Puis, dans la même journée, ce furent les petites bourgades de Goudouati et de Gounista, et, à minuit, après une rapide étape de dix-huit lieues, les voyageurs venaient prendre quelques heures de repos à la bourgade Soukhoum-Kalé, bâtie sur une large baie foraine, qui s'étend dans le sud jusqu'au cap Kodor.

Soukhoum-Kalé est le principal port de l'Abkasie; mais la dernière guerre du Caucase a en partie détruit la ville, où se pressait une population hybride de Grecs, d'Arméniens, de Turcs, de Russes, encore plus que d'Abkases. Maintenant, l'élément militaire y domine, et les steamers d'Odessa ou de Poti envoient de nombreux visiteurs aux casernes, construites près de l'ancienne forteresse, qui fut élevée au seizième siècle, sous le règne d'Amurah, époque de la domination ottomane.

Un repas, d'un menu très géorgien, composé d'une soupe aigre au bouillon de poule, d'un ragoût de viande farcie, assaisonné de lait acide au safran,—repas qui ne pouvait être que médiocrement apprécié par deux Turcs et un Hollandais,—précéda le départ, à neuf heures du matin.

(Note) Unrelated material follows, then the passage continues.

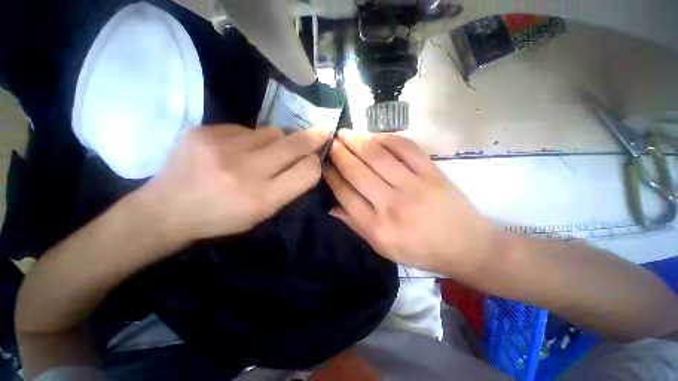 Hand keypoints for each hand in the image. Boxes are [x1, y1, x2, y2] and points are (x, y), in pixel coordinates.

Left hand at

Après avoir laissé en arrière la jolie bourgade de Kélasouri, bâtie dans l'ombreuse vallée de Kélassur, les voyageurs franchirent le Kodor à vingt-sept verstes de Soukhoum-Kalé. La chaise longea ensuite d'énormes futaies, que l'on pouvait comparer à de véritables forêts vierges, avec lianes inextricables, broussailles touffues, dont on n'a raison que par le fer ou le feu, et auxquelles ne manquent ni les serpents, ni les loups, ni les ours, ni les chacals,—un coin de l'Amérique tropicale, jeté sur le littoral de la mer Noire. Mais déjà la hache des exploitants se promène à travers ces forêts que tant de siècles ont respectées, et ces beaux arbres disparaîtront avant peu pour les besoins de l'industrie, charpentes de maisons ou charpentes de navires.

Otchemchiri, chef-lieu du district qui comprend le Kodor et le Samourzakan, importante bourgade maritime, assise sur deux cours d'eau, Hori, dont le sanctuaire byzantin mérite d'être visité, mais, faute de temps, ne put l'être en cette circonstance, Gajida et Anaklifa, furent dépassés dans cette journée,—une des plus longues par les heures employées à courir, une des plus rapides par l'espace qui fut dévoré au galop de l'attelage. Mais aussi, le soir, vers onze heures, les voyageurs arrivaient à la frontière de l'Abkasie, ils franchissaient à gué le fleuve Ingour, et, vingt-cinq verstes plus loin, ils s'arrêtaient a Redout-Kalé, chef-lieu de la Mingrélie, l'une des provinces du gouvernement de Koutaïs.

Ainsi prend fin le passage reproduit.